§ Assignment
When you write out the listing, keep every word as it stands and drop the pictures.

§ Information supplied
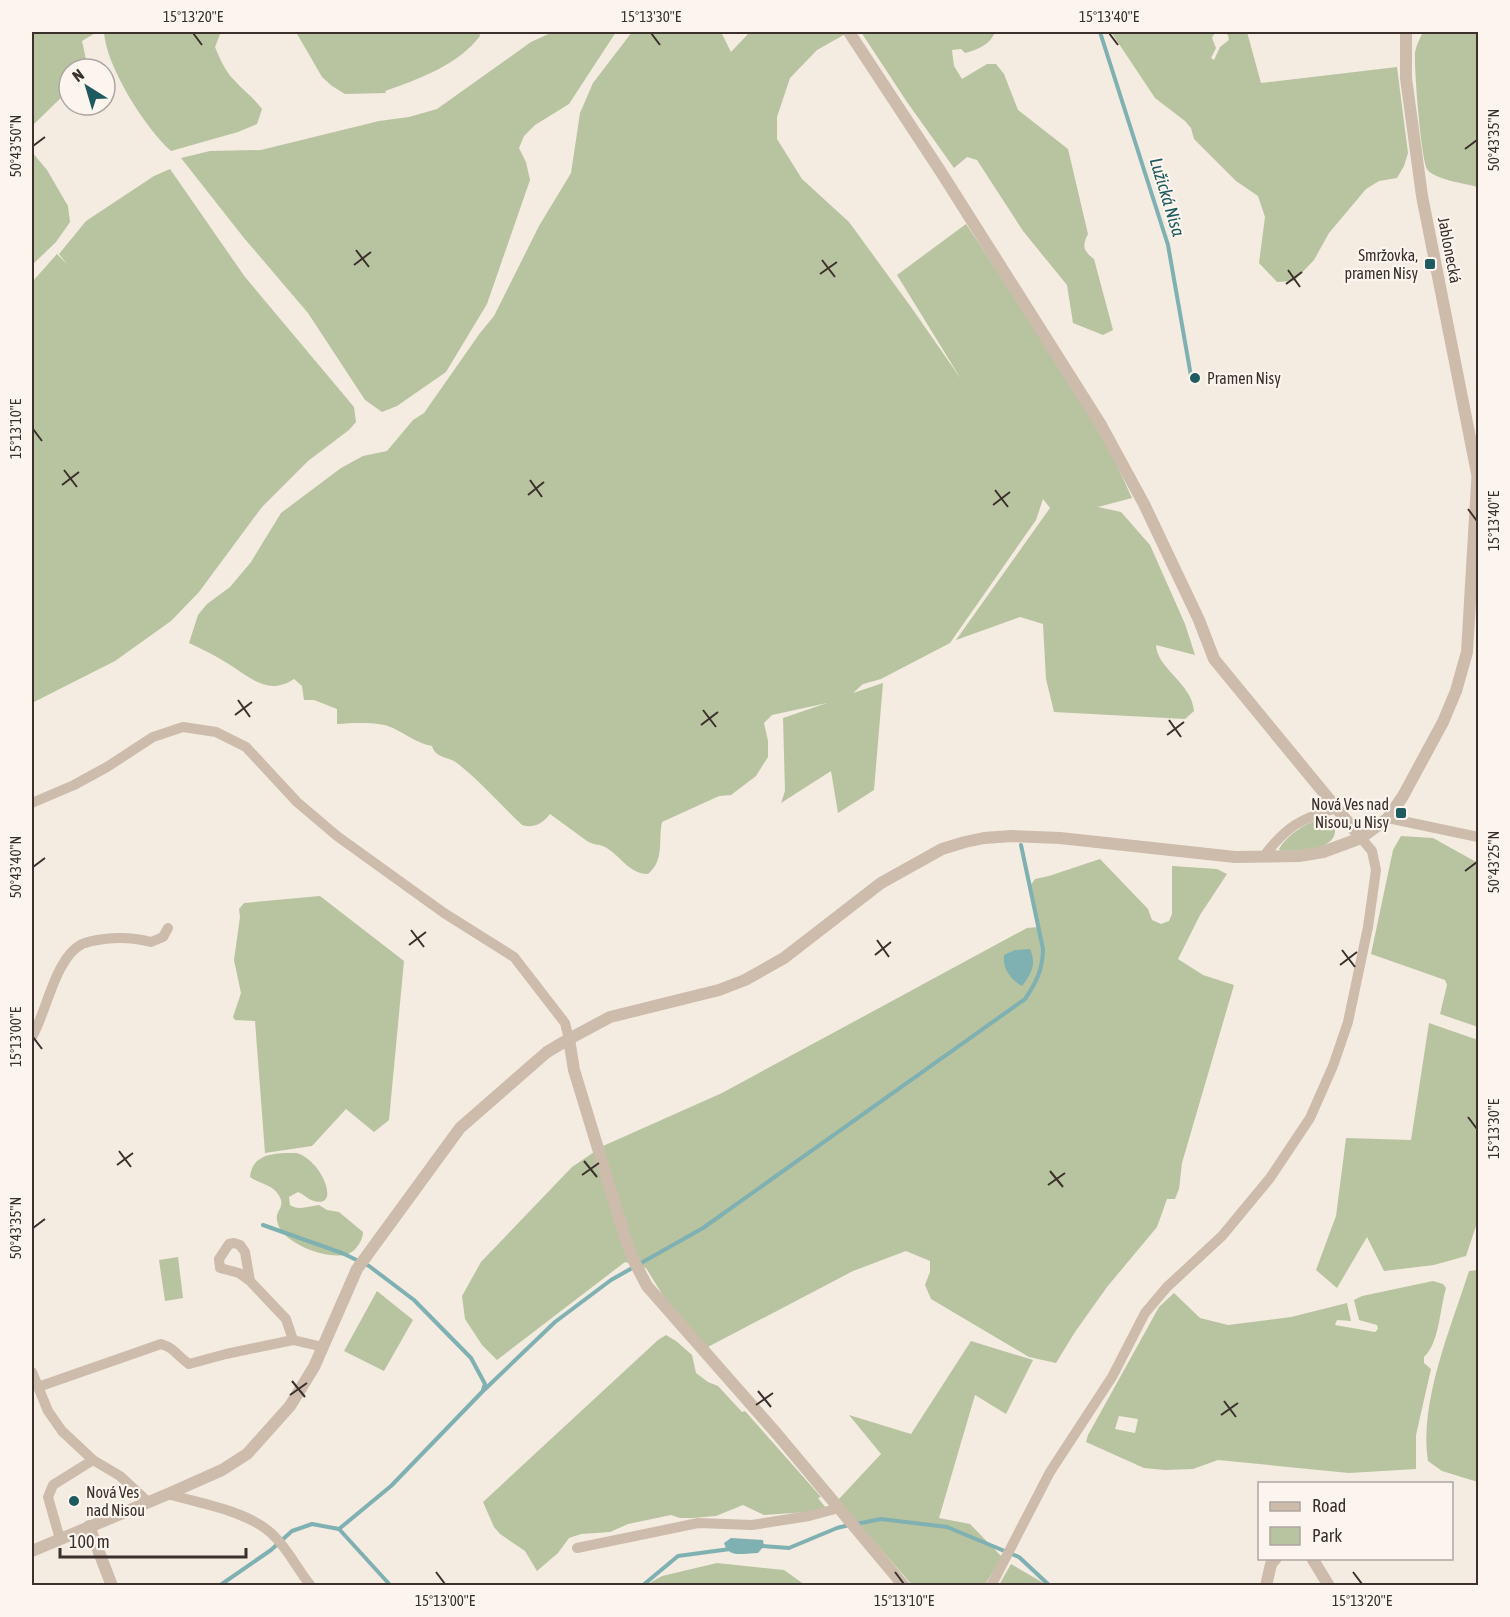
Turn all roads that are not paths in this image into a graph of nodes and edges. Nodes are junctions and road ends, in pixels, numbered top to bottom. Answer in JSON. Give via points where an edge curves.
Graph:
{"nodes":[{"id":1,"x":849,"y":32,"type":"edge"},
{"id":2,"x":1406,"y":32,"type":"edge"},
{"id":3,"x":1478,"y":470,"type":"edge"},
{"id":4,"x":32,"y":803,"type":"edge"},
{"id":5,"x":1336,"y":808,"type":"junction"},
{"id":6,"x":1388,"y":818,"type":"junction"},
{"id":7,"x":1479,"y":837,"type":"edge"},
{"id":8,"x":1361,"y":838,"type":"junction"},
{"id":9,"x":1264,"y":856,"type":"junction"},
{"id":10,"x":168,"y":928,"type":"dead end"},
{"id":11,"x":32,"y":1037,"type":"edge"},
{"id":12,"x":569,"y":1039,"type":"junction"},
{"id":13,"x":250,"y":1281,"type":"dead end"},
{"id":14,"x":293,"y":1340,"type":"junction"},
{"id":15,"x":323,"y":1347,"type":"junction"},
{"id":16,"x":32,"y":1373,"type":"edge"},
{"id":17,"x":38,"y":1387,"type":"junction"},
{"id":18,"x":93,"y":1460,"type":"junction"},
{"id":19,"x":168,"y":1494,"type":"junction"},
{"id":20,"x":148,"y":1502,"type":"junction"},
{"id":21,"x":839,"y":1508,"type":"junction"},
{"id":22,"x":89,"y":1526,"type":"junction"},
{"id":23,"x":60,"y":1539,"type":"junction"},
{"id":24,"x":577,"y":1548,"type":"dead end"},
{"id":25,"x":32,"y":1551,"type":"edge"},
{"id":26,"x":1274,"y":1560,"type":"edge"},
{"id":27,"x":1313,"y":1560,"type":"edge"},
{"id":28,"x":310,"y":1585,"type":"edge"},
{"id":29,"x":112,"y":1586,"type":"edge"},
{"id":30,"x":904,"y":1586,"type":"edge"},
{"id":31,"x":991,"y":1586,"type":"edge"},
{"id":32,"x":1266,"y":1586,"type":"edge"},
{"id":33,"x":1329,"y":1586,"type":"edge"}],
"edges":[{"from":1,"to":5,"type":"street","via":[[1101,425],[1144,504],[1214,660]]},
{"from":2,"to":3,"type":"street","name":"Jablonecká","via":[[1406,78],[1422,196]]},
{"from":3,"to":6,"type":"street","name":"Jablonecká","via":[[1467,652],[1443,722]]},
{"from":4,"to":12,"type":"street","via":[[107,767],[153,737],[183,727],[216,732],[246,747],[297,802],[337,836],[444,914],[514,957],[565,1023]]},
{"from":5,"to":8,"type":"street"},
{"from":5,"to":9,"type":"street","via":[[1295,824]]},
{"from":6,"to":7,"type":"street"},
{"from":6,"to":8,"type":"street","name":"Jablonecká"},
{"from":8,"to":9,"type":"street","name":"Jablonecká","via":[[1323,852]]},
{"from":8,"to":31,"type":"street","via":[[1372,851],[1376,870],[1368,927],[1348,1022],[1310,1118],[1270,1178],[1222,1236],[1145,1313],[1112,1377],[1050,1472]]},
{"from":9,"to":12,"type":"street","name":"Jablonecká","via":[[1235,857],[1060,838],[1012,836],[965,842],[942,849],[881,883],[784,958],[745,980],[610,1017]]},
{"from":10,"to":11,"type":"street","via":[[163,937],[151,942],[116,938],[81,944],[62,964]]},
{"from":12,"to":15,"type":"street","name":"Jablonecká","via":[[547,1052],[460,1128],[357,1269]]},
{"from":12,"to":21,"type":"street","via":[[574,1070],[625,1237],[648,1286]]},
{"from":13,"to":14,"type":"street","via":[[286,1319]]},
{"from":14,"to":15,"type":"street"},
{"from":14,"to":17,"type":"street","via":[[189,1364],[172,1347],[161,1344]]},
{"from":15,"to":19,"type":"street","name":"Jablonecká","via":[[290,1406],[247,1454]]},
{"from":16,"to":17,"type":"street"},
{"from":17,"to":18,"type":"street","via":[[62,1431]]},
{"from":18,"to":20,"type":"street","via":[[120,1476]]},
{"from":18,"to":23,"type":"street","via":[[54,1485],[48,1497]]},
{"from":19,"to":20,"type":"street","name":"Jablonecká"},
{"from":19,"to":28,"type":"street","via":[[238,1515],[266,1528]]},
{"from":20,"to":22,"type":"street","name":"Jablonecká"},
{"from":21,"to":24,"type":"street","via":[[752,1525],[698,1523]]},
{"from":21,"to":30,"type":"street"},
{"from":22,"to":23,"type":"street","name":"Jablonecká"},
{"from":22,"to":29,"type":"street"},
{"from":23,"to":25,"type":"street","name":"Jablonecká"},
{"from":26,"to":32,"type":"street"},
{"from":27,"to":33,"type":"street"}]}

§ The answer
Turn all roads that are not paths in this image into a graph of nodes and edges. Nodes are junctions and road ends, in pixels, numbered top to bottom. Answer in JSON. Give via points where an edge curves.
Graph:
{"nodes":[{"id":1,"x":849,"y":32,"type":"edge"},
{"id":2,"x":1406,"y":32,"type":"edge"},
{"id":3,"x":1478,"y":470,"type":"edge"},
{"id":4,"x":32,"y":803,"type":"edge"},
{"id":5,"x":1336,"y":808,"type":"junction"},
{"id":6,"x":1388,"y":818,"type":"junction"},
{"id":7,"x":1479,"y":837,"type":"edge"},
{"id":8,"x":1361,"y":838,"type":"junction"},
{"id":9,"x":1264,"y":856,"type":"junction"},
{"id":10,"x":168,"y":928,"type":"dead end"},
{"id":11,"x":32,"y":1037,"type":"edge"},
{"id":12,"x":569,"y":1039,"type":"junction"},
{"id":13,"x":250,"y":1281,"type":"dead end"},
{"id":14,"x":293,"y":1340,"type":"junction"},
{"id":15,"x":323,"y":1347,"type":"junction"},
{"id":16,"x":32,"y":1373,"type":"edge"},
{"id":17,"x":38,"y":1387,"type":"junction"},
{"id":18,"x":93,"y":1460,"type":"junction"},
{"id":19,"x":168,"y":1494,"type":"junction"},
{"id":20,"x":148,"y":1502,"type":"junction"},
{"id":21,"x":839,"y":1508,"type":"junction"},
{"id":22,"x":89,"y":1526,"type":"junction"},
{"id":23,"x":60,"y":1539,"type":"junction"},
{"id":24,"x":577,"y":1548,"type":"dead end"},
{"id":25,"x":32,"y":1551,"type":"edge"},
{"id":26,"x":1274,"y":1560,"type":"edge"},
{"id":27,"x":1313,"y":1560,"type":"edge"},
{"id":28,"x":310,"y":1585,"type":"edge"},
{"id":29,"x":112,"y":1586,"type":"edge"},
{"id":30,"x":904,"y":1586,"type":"edge"},
{"id":31,"x":991,"y":1586,"type":"edge"},
{"id":32,"x":1266,"y":1586,"type":"edge"},
{"id":33,"x":1329,"y":1586,"type":"edge"}],
"edges":[{"from":1,"to":5,"type":"street","via":[[1101,425],[1144,504],[1214,660]]},
{"from":2,"to":3,"type":"street","name":"Jablonecká","via":[[1406,78],[1422,196]]},
{"from":3,"to":6,"type":"street","name":"Jablonecká","via":[[1467,652],[1443,722]]},
{"from":4,"to":12,"type":"street","via":[[107,767],[153,737],[183,727],[216,732],[246,747],[297,802],[337,836],[444,914],[514,957],[565,1023]]},
{"from":5,"to":8,"type":"street"},
{"from":5,"to":9,"type":"street","via":[[1295,824]]},
{"from":6,"to":7,"type":"street"},
{"from":6,"to":8,"type":"street","name":"Jablonecká"},
{"from":8,"to":9,"type":"street","name":"Jablonecká","via":[[1323,852]]},
{"from":8,"to":31,"type":"street","via":[[1372,851],[1376,870],[1368,927],[1348,1022],[1310,1118],[1270,1178],[1222,1236],[1145,1313],[1112,1377],[1050,1472]]},
{"from":9,"to":12,"type":"street","name":"Jablonecká","via":[[1235,857],[1060,838],[1012,836],[965,842],[942,849],[881,883],[784,958],[745,980],[610,1017]]},
{"from":10,"to":11,"type":"street","via":[[163,937],[151,942],[116,938],[81,944],[62,964]]},
{"from":12,"to":15,"type":"street","name":"Jablonecká","via":[[547,1052],[460,1128],[357,1269]]},
{"from":12,"to":21,"type":"street","via":[[574,1070],[625,1237],[648,1286]]},
{"from":13,"to":14,"type":"street","via":[[286,1319]]},
{"from":14,"to":15,"type":"street"},
{"from":14,"to":17,"type":"street","via":[[189,1364],[172,1347],[161,1344]]},
{"from":15,"to":19,"type":"street","name":"Jablonecká","via":[[290,1406],[247,1454]]},
{"from":16,"to":17,"type":"street"},
{"from":17,"to":18,"type":"street","via":[[62,1431]]},
{"from":18,"to":20,"type":"street","via":[[120,1476]]},
{"from":18,"to":23,"type":"street","via":[[54,1485],[48,1497]]},
{"from":19,"to":20,"type":"street","name":"Jablonecká"},
{"from":19,"to":28,"type":"street","via":[[238,1515],[266,1528]]},
{"from":20,"to":22,"type":"street","name":"Jablonecká"},
{"from":21,"to":24,"type":"street","via":[[752,1525],[698,1523]]},
{"from":21,"to":30,"type":"street"},
{"from":22,"to":23,"type":"street","name":"Jablonecká"},
{"from":22,"to":29,"type":"street"},
{"from":23,"to":25,"type":"street","name":"Jablonecká"},
{"from":26,"to":32,"type":"street"},
{"from":27,"to":33,"type":"street"}]}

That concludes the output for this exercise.